Activity »
Which lines of the material hold the word "graph"? Copy each one.

Stored data »
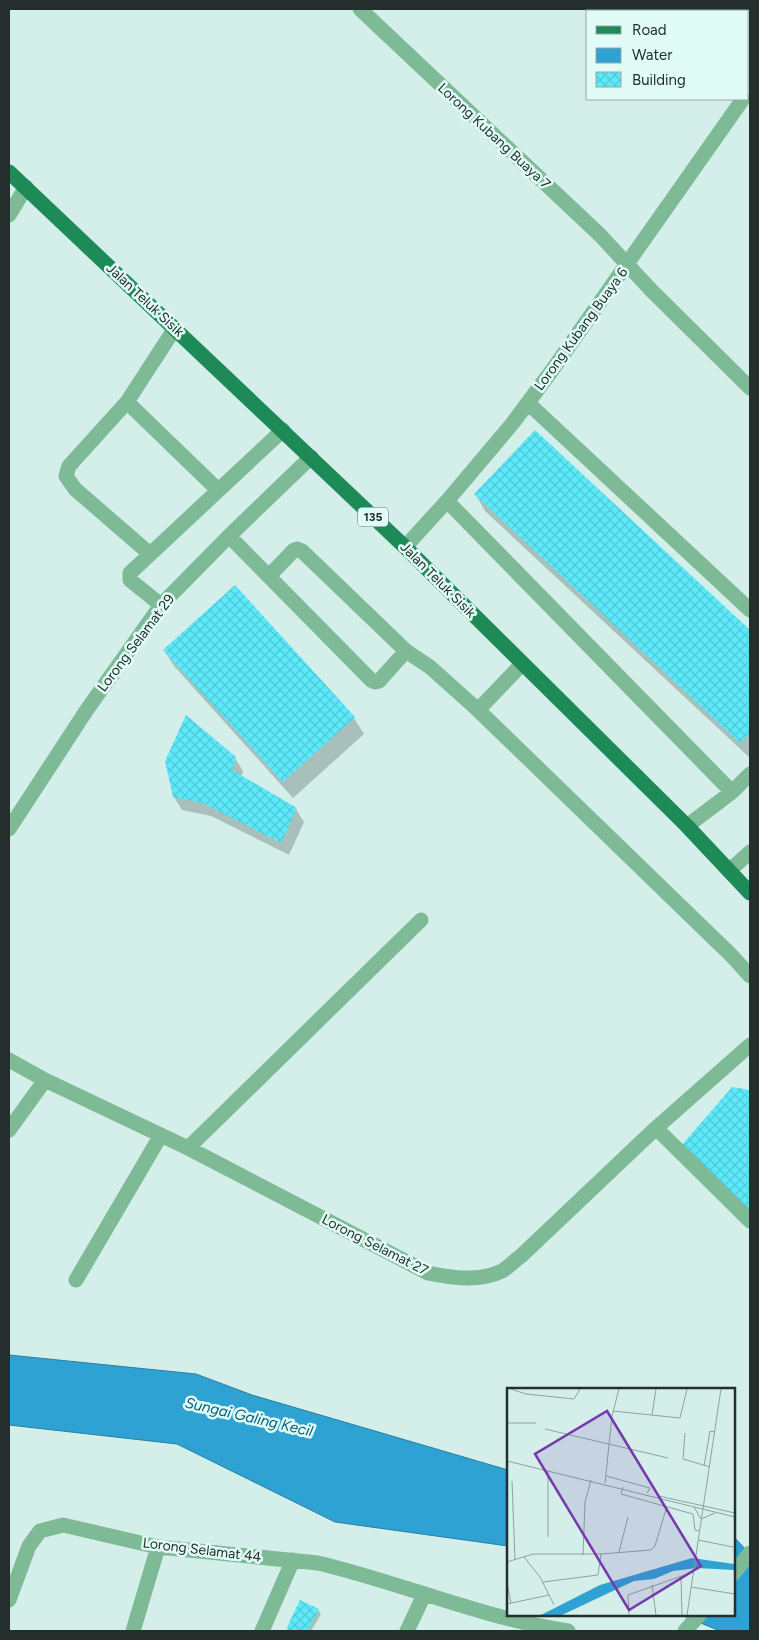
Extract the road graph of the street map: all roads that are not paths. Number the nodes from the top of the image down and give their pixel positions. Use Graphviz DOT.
graph roads {
  1 [pos="360,9"];
  2 [pos="742,100"];
  3 [pos="9,172"];
  4 [pos="26,187"];
  5 [pos="9,215"];
  6 [pos="628,264"];
  7 [pos="175,328"];
  8 [pos="750,388"];
  9 [pos="127,402"];
  10 [pos="528,403"];
  11 [pos="283,430"];
  12 [pos="311,457"];
  13 [pos="218,490"];
  14 [pos="447,501"];
  15 [pos="229,536"];
  16 [pos="405,547"];
  17 [pos="150,554"];
  18 [pos="269,576"];
  19 [pos="161,605"];
  20 [pos="750,610"];
  21 [pos="406,651"];
  22 [pos="522,664"];
  23 [pos="478,710"];
  24 [pos="750,774"];
  25 [pos="732,792"];
  26 [pos="687,826"];
  27 [pos="9,830"];
  28 [pos="750,852"];
  29 [pos="729,871"];
  30 [pos="750,893"];
  31 [pos="421,920"];
  32 [pos="750,976"];
  33 [pos="750,1045"];
  34 [pos="9,1060"];
  35 [pos="45,1080"];
  36 [pos="656,1128"];
  37 [pos="9,1130"];
  38 [pos="160,1135"];
  39 [pos="188,1148"];
  40 [pos="750,1221"];
  41 [pos="76,1280"];
  42 [pos="158,1547"];
  43 [pos="750,1553"];
  44 [pos="293,1560"];
  45 [pos="734,1573"];
  46 [pos="424,1595"];
  47 [pos="9,1600"];
  48 [pos="132,1631"];
  49 [pos="262,1631"];
  50 [pos="407,1631"];
  51 [pos="563,1631"];
  1 -- 6 [label="street, Lorong Kubang Buaya 7"];
  2 -- 6 [label="street, Lorong Kubang Buaya 6"];
  3 -- 4 [label="main road, Jalan Teluk Sisik / 135"];
  4 -- 5 [label="street"];
  4 -- 7 [label="main road, Jalan Teluk Sisik / 135"];
  6 -- 8 [label="street, Lorong Kubang Buaya 7"];
  6 -- 10 [label="street, Lorong Kubang Buaya 6"];
  7 -- 9 [label="street"];
  7 -- 11 [label="main road, Jalan Teluk Sisik / 135"];
  9 -- 13 [label="street"];
  9 -- 17 [label="street"];
  10 -- 14 [label="street, Lorong Kubang Buaya 6"];
  10 -- 20 [label="street"];
  11 -- 12 [label="main road, Jalan Teluk Sisik / 135"];
  11 -- 13 [label="street"];
  12 -- 15 [label="street, Lorong Selamat 29"];
  12 -- 16 [label="main road, Jalan Teluk Sisik / 135"];
  13 -- 17 [label="street"];
  14 -- 16 [label="street, Lorong Kubang Buaya 6"];
  14 -- 25 [label="street"];
  15 -- 18 [label="street"];
  15 -- 19 [label="street, Lorong Selamat 29"];
  16 -- 22 [label="main road, Jalan Teluk Sisik / 135"];
  17 -- 19 [label="street"];
  18 -- 21 [label="street"];
  18 -- 21 [label="street"];
  19 -- 27 [label="street, Lorong Selamat 29"];
  21 -- 23 [label="street"];
  22 -- 23 [label="street"];
  22 -- 26 [label="main road, Jalan Teluk Sisik / 135"];
  23 -- 32 [label="street"];
  24 -- 25 [label="street"];
  25 -- 26 [label="street"];
  26 -- 29 [label="main road, Jalan Teluk Sisik / 135"];
  28 -- 29 [label="street"];
  29 -- 30 [label="main road, Jalan Teluk Sisik / 135"];
  31 -- 39 [label="street"];
  33 -- 36 [label="street, Lorong Selamat 27"];
  34 -- 35 [label="street, Lorong Selamat 27"];
  35 -- 37 [label="street"];
  35 -- 38 [label="street, Lorong Selamat 27"];
  36 -- 39 [label="street, Lorong Selamat 27"];
  36 -- 40 [label="street"];
  38 -- 39 [label="street, Lorong Selamat 27"];
  38 -- 41 [label="street"];
  42 -- 44 [label="street, Lorong Selamat 44"];
  42 -- 47 [label="street, Lorong Selamat 44"];
  42 -- 48 [label="street"];
  43 -- 45 [label="street"];
  44 -- 46 [label="street, Lorong Selamat 44"];
  44 -- 49 [label="street"];
  46 -- 50 [label="street"];
  46 -- 51 [label="street, Lorong Selamat 44"];
}
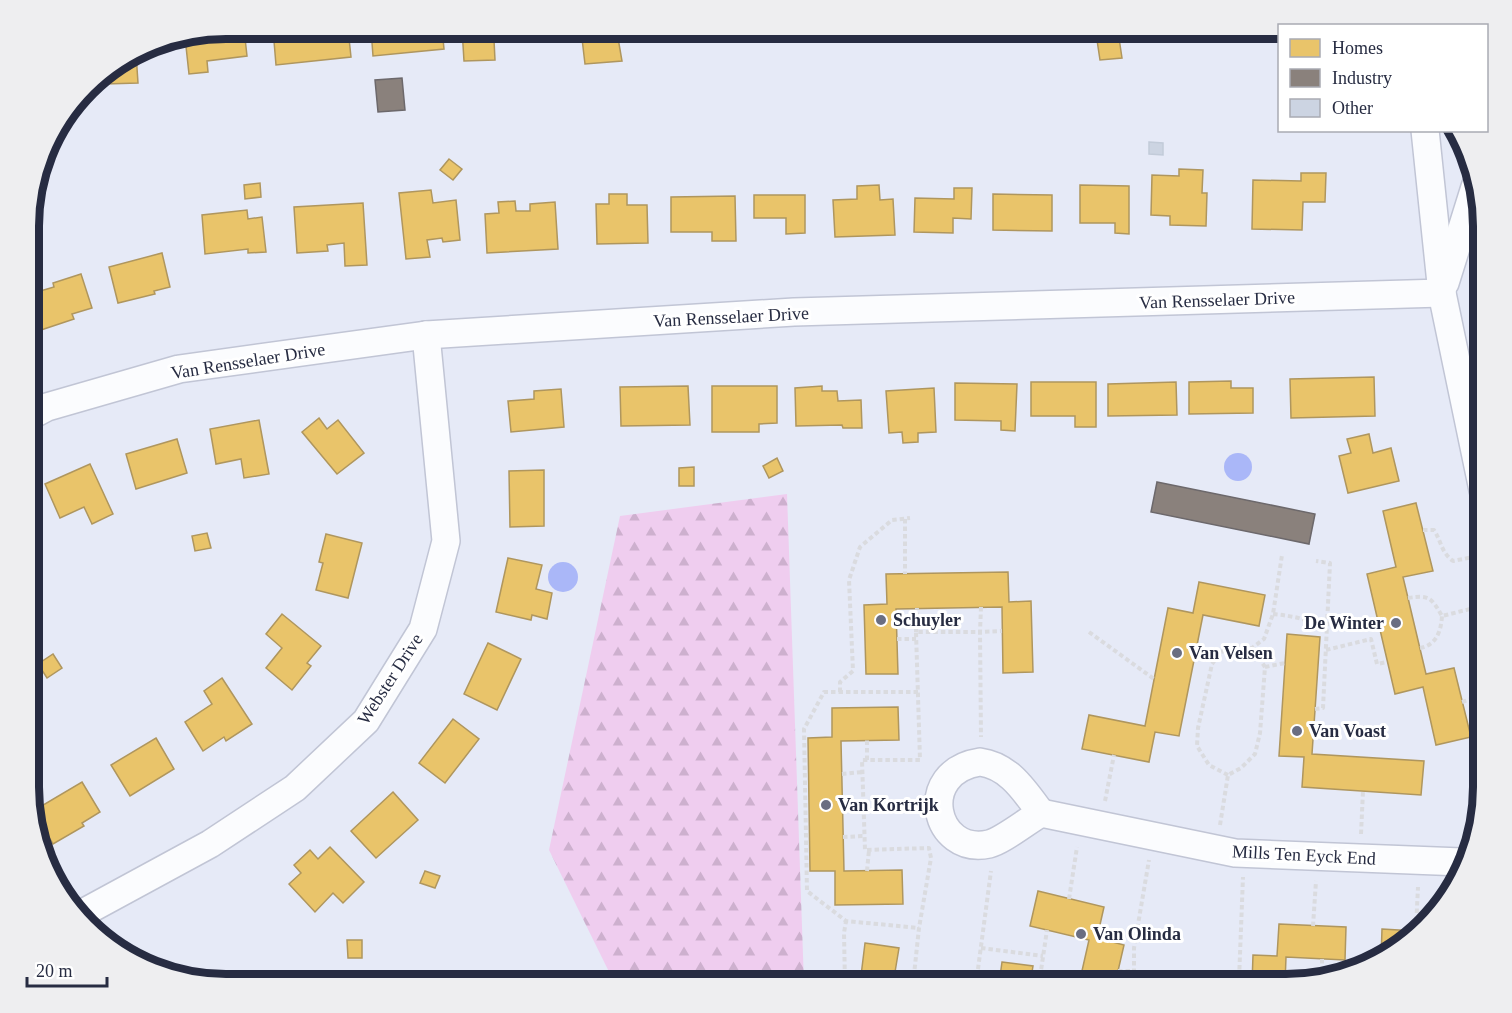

Response box »
Extract the road graph of the street map: all roads that are not paths. Number the nodes from the top of the image down and give their pixel positions. Use Graphviz DOT.
graph roads {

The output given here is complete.